Dinero, luces, música en las calles, eso era, en resumen, la navidad.
A ella le permitía cambiar guardias con sus compañeras y cobrar más moches, con lo que se ponía al día en algunos de sus pagos: las letras del coche, del piso, la factura del dentista, etcétera, y para eso le servía la navidad.

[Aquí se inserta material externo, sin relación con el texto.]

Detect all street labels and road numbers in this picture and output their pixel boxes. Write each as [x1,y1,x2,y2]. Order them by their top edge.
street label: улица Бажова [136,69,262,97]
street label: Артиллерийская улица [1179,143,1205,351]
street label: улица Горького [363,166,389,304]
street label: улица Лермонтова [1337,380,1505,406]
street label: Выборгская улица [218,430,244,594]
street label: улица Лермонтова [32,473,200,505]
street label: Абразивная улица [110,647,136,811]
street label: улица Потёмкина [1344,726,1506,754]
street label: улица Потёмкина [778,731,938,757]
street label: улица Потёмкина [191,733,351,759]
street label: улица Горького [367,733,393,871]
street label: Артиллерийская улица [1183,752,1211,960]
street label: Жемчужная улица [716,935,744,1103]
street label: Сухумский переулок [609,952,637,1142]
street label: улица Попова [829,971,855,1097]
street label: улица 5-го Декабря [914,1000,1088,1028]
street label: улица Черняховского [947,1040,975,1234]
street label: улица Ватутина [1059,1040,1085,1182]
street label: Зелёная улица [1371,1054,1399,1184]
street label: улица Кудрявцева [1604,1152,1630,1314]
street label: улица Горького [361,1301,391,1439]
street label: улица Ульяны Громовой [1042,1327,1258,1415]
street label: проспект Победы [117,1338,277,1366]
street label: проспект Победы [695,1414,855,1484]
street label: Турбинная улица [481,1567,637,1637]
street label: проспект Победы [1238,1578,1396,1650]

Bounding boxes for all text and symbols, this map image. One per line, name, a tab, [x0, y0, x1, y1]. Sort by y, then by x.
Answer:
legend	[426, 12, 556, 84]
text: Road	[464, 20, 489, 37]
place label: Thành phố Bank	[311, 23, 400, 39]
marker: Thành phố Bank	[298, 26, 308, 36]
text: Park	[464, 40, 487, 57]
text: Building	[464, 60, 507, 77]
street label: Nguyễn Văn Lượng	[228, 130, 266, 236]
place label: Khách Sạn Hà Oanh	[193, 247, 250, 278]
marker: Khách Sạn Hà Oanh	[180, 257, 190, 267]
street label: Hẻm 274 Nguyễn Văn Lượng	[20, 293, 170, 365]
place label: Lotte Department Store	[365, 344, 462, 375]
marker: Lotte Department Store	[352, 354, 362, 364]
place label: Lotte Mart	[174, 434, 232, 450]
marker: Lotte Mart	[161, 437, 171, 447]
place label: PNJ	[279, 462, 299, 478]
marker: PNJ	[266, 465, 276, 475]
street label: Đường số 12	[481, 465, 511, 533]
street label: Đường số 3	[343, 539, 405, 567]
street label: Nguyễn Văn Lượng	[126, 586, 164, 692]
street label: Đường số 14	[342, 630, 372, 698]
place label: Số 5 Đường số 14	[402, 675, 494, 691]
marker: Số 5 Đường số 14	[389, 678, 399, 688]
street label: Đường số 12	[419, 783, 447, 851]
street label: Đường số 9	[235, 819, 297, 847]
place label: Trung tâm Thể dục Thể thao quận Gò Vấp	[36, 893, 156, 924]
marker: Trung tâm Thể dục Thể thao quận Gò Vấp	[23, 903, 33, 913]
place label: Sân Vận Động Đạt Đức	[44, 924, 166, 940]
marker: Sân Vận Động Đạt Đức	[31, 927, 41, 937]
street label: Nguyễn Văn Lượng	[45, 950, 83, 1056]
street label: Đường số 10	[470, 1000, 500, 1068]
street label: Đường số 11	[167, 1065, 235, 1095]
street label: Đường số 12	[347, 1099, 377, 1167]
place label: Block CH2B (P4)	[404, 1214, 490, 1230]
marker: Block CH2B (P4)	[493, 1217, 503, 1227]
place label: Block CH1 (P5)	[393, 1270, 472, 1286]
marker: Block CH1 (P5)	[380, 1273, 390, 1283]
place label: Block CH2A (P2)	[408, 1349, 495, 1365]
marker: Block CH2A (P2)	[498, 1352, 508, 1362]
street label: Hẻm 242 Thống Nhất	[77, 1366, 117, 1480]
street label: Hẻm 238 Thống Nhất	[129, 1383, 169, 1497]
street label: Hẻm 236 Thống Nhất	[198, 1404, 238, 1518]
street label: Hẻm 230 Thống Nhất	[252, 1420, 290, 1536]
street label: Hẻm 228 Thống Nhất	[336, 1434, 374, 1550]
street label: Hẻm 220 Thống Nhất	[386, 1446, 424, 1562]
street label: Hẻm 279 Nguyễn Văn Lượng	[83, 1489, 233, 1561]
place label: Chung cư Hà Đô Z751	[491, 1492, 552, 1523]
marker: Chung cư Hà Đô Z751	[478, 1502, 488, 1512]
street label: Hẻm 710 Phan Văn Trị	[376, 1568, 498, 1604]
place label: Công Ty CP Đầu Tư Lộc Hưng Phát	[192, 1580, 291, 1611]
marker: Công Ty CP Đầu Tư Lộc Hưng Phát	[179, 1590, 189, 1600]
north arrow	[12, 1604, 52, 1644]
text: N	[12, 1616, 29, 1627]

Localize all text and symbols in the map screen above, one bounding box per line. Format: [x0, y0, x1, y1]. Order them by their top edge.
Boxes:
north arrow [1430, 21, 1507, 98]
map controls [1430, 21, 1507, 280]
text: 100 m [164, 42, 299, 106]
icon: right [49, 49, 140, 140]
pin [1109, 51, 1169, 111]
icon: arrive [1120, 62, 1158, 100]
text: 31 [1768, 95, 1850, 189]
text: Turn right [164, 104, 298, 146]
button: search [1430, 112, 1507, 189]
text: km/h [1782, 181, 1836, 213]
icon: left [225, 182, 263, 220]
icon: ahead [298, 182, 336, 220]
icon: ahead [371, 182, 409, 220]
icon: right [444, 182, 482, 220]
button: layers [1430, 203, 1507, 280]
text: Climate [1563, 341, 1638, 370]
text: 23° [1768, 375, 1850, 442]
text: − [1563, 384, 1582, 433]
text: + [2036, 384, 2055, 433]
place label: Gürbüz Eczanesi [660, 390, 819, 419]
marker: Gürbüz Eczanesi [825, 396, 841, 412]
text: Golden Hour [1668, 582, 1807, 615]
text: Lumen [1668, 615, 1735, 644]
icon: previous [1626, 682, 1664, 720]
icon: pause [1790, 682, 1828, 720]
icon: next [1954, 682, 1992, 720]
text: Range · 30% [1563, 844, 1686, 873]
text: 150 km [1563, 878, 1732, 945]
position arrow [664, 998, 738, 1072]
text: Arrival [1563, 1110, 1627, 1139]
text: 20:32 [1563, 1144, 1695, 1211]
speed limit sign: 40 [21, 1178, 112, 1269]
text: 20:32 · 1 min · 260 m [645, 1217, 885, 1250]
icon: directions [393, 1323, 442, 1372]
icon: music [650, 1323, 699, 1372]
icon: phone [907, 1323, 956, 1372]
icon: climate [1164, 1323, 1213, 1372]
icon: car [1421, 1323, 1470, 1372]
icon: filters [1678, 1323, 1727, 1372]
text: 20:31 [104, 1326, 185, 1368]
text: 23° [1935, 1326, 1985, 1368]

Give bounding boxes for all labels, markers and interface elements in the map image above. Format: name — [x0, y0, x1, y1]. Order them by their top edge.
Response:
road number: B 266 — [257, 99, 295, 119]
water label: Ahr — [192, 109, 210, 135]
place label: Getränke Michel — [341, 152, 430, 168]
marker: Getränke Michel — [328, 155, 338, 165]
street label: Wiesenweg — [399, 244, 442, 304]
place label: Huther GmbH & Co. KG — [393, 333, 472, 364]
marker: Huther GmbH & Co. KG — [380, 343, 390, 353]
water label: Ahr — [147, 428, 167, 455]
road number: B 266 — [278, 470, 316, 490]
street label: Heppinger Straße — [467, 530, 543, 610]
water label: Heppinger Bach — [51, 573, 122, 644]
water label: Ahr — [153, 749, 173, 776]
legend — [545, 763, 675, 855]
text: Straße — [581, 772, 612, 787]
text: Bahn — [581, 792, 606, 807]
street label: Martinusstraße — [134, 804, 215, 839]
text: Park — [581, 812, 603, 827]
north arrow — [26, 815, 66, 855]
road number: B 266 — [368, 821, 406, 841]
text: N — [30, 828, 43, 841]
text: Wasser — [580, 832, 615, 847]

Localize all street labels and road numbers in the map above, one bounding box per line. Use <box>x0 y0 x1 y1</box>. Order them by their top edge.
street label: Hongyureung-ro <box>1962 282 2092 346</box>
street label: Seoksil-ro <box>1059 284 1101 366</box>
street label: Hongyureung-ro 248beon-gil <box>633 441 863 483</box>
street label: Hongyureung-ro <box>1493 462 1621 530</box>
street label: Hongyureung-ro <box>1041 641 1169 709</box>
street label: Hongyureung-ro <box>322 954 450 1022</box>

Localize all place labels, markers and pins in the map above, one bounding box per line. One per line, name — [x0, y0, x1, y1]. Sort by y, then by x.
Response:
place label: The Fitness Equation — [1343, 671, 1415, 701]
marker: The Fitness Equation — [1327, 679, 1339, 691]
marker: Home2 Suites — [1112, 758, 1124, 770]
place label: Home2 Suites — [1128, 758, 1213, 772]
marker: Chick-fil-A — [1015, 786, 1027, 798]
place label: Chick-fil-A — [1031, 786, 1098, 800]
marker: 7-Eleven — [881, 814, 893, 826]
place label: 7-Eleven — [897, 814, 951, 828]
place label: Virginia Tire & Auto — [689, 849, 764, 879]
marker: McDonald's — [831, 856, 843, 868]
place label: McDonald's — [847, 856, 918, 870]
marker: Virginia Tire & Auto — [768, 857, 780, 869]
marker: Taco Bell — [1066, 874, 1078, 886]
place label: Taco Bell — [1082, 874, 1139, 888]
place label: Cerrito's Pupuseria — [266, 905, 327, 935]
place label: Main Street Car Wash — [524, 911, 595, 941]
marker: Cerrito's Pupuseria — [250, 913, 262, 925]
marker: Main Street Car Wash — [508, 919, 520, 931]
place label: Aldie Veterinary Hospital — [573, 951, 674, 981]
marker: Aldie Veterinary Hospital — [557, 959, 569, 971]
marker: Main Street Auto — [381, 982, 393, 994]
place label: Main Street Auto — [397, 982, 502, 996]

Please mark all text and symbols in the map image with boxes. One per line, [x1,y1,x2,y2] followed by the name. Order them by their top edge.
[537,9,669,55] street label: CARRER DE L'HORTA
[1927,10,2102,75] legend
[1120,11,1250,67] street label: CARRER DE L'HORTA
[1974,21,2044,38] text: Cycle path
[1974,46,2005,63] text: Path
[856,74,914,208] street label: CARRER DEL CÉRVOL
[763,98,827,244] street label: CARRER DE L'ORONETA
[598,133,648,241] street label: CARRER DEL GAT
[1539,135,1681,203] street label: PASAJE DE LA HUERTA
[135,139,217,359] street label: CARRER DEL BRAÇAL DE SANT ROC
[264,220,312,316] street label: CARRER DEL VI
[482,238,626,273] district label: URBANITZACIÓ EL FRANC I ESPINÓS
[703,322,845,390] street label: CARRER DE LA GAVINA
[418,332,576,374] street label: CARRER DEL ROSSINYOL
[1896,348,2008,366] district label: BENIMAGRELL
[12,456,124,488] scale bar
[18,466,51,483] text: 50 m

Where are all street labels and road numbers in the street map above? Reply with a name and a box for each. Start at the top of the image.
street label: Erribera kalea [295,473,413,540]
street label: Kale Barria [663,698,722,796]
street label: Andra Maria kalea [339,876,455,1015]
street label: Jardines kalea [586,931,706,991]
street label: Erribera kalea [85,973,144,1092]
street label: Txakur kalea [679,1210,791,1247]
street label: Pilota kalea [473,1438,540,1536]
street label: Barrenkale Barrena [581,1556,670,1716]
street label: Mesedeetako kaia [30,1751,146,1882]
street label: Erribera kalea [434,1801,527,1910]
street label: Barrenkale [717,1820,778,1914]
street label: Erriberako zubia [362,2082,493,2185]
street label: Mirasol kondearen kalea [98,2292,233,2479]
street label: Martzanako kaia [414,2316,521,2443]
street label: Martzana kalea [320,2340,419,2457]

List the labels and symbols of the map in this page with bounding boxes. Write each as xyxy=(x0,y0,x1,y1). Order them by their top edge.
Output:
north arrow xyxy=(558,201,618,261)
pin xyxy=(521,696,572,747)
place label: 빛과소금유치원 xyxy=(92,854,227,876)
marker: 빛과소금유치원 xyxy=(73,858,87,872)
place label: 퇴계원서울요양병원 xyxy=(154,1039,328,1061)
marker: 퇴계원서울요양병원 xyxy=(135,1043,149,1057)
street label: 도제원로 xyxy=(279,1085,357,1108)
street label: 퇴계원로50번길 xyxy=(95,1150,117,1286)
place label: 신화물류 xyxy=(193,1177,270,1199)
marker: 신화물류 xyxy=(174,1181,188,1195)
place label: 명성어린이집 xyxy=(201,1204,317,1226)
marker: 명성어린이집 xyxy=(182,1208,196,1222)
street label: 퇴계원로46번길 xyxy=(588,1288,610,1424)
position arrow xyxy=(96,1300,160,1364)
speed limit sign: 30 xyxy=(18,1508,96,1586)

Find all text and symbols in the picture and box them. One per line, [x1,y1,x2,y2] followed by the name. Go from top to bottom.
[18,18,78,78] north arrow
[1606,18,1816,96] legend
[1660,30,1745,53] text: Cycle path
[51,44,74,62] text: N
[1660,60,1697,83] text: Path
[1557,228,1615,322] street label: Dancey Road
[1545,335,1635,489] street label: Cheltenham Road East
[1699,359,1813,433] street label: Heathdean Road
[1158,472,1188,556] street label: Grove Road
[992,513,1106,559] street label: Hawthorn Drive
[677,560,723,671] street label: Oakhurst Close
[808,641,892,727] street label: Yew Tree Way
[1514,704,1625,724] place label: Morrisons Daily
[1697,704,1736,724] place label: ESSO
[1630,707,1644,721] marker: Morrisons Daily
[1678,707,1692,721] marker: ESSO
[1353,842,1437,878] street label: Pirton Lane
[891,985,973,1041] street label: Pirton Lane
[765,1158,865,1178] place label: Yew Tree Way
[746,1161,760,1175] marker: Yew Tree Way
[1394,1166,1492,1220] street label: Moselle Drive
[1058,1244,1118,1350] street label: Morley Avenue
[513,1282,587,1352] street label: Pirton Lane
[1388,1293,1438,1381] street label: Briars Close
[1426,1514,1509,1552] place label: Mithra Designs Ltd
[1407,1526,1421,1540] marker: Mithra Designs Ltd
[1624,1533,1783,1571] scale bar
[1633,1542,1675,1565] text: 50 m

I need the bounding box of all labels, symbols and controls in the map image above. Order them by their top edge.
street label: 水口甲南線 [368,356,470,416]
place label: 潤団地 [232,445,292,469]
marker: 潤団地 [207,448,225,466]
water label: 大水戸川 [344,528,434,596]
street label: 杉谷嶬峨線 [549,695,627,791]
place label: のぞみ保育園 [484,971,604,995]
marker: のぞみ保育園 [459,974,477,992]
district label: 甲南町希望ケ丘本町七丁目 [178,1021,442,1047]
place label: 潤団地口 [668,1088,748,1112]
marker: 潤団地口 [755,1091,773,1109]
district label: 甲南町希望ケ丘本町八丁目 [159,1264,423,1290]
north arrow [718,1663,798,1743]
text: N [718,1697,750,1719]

Recorrió con la vista la sala en penumbra, la noche se presentaba tranquila, todos los bebés dormían y nada perturbaba el silencio. Diez años trabajando en hospitales le habían acostumbrado a convivir con la muerte y la enfermedad como algo puramente profesional. Las cunas entraban y salían de la sala, como pequeñas máquinas que había que reparar. Desde allí se procesaban y devolvían a las habitaciones o, en los casos peores a la U.C.I. Aquellos niños eran un paso más del experimento de la vida, que conocía muy bien. De su época en la unidad de reproducción recordaba haberlos visto en tubos de ensayo. Cadenas de ácido que se ensamblan una con otras siguiendo instrucciones precisas que sus propios componentes les marcan.Un sonido agudo surgió del puesto número 6. Se agachó sobra la cuna de metacrilato, y su olfato le informó del problema. Con un movimiento preciso sacó al bebe, lo depositó sobre el cambiador, quitó el pañal sucio y lo sustituyó por uno limpio. Todo el proceso fue rápido, sencillo y profesional. Con la habilidad propia de quien lleva años haciéndolo. Pero el número 6 no calló. Lo devolvió a su cuna, apoyó la mano sobre su frente para comprobar si tenía fiebre y él le cogió el dedo. Lo apretó con fuerza y, en ese momento dejó de llorar. Aquél minúsculo ser se aferró a ella porqué necesitaba sentir calor humano. Maria se estremeció, el contacto de aquella mano hizo despertar algo que llevaba demasiado tiempo dormido en su interior. Vio a la joven enfermera, sola en una noche de diciembre y a alguien que necesitaba compañía. Lo que no supo fue quien de los dos necesitaba más al otro. Con mucho cuidado estiró el pie y arrastro hacia si una silla en la que se sentó. La sala seguía en penumbra, y en ella dos seres humanos se aferraban el uno al otro, porque ambos se necesitaban.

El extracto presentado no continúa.